A. I think probably 75 percent of the inmates in there would at least initially until they got tired of it.
*349The purport of this testimony is quite clear. The Warden was saying that 75 per cent, of the inmates would claim some kind of religious scruple in order to get permission to wear a beard. The adjective “exaggerated” seems made for this kind of statement. There is absolutely no evidence to support such a claim, either in the present record or in the experience of other prison systems where beards have been permitted. It seems to me that the District Court was well within its rights in regarding this kind of reaction as “exaggerated.” The same thing is true of the Warden’s claim that the prison system would have to take 10,000 photographs a week if the rule were to be as the plaintiff requested. This is obviously a gross overstatement. There were, at the time of trial, about 2,150 inmates in the Missouri State Penitentiary. Each inmate would have to have his picture taken five times a week if the Warden’s characterization were correct. This kind of “unnecessarily expansive statement,” ante at 346, seems to me precisely the kind of thing that one would look for in determining whether a response by prison officials to legitimate security considerations is “exaggerated.”
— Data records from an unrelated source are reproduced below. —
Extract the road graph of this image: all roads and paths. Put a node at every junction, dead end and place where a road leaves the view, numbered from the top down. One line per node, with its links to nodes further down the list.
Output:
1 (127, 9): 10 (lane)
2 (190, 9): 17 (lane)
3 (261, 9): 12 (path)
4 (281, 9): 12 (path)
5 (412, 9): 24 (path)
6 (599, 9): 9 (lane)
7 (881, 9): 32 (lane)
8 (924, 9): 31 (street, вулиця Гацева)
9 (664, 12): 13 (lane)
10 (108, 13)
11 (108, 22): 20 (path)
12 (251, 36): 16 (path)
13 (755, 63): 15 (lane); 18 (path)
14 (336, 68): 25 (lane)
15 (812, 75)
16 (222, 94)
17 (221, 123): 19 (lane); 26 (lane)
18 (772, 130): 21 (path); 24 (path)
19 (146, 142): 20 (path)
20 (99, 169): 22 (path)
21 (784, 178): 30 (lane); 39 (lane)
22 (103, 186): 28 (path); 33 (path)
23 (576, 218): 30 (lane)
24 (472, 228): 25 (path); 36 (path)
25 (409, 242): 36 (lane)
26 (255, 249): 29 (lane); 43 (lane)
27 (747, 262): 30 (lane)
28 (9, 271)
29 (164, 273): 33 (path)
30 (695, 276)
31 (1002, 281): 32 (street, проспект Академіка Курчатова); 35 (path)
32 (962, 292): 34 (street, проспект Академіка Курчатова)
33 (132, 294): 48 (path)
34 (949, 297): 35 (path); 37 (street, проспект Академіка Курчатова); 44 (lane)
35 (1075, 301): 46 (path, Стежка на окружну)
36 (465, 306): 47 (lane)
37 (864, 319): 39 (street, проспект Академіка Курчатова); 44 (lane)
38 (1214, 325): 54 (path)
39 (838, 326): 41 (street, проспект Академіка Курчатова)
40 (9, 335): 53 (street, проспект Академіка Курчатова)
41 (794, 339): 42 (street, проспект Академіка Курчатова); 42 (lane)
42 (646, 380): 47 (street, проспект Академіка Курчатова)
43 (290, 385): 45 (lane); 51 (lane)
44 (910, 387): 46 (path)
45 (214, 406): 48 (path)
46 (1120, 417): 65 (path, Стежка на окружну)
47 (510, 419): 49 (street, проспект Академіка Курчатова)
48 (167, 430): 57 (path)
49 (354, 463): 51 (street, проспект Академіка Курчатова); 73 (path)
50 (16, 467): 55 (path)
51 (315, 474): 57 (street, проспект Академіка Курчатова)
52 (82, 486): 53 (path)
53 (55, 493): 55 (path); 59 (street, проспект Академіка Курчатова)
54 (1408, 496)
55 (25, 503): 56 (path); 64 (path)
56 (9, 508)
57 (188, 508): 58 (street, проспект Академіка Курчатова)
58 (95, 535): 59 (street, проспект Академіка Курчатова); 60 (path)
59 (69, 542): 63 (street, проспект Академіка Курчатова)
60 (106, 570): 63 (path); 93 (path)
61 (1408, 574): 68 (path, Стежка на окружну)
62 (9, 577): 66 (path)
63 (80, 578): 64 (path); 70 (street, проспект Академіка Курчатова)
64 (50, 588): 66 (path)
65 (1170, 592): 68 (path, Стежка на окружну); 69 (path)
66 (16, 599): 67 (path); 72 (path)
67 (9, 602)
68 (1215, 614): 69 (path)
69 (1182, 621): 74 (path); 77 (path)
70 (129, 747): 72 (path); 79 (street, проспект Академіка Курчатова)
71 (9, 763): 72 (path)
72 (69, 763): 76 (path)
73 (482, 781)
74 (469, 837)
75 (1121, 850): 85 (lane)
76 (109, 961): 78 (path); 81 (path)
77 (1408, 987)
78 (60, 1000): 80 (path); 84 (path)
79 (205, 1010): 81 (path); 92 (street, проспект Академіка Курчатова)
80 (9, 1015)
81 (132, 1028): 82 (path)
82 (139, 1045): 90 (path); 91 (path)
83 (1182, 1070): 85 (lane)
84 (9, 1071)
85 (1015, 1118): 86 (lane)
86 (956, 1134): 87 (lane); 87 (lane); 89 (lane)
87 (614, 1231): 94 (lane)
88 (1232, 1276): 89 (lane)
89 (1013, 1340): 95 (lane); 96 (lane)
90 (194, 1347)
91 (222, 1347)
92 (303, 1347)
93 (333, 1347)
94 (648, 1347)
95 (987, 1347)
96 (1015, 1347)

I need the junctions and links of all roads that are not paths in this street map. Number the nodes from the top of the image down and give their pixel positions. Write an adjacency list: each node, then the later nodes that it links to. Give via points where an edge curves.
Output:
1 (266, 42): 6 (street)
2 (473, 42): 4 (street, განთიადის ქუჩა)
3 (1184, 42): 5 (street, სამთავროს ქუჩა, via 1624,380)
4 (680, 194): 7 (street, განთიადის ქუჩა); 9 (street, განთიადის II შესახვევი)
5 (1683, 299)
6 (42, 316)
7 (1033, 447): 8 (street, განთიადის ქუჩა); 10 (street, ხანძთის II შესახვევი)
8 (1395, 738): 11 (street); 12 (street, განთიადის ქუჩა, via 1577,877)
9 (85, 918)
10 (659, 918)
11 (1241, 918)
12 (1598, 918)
Finally, I am concerned with the heavy emphasis placed by the Warden and by this Court on the relevance of cost considerations. I can see the argument that allowing prisoners to grow beards might help some prisoners, either those committing assaults within the prison or those planning to escape, get away. It seems just as clear, though, that these problems could be met by improved training of staff, increased numbers of staff, or a combination.The federal government, of course, has a great deal more money than the State of Missouri, but the same is presumably not true of at least some of the 20-odd states that permit inmates to grow beards. Therefore, the cost of accommodating the prison system to a religious exemption from the no-beard rule seems to be less than prohibitive. In addition, constitutional rights should not be granted or denied primarily on the basis of monetary costs to the government. I am not prepared to say that the cost of a certain accommodation between security and religious belief is an irrelevant consideration, but I do believe that it should not be given dispositive weight. Otherwise, First Amendment rights become ephemeral. I am reminded of this Court’s pioneering opinion in Jackson v. Bishop, 404 F.2d 571 (8th Cir.1968), in which we held the use of the strap as a disciplinary measure in the Arkansas State Penitentiary violative of the Eighth and Fourteenth Amendments. The State had urged, in support of its practice, that it could not afford to provide other means of prisoner regulation. This Court, speaking through Judge (now Mr. Justice) Blackmun made the following reply:
Humane considerations and constitutional requirements are not, in this day, to be measured or limited by dollar considerations ____
404 F.2d at 580.
For these reasons, I respectfully dissent. I would affirm the judgment of the District Court.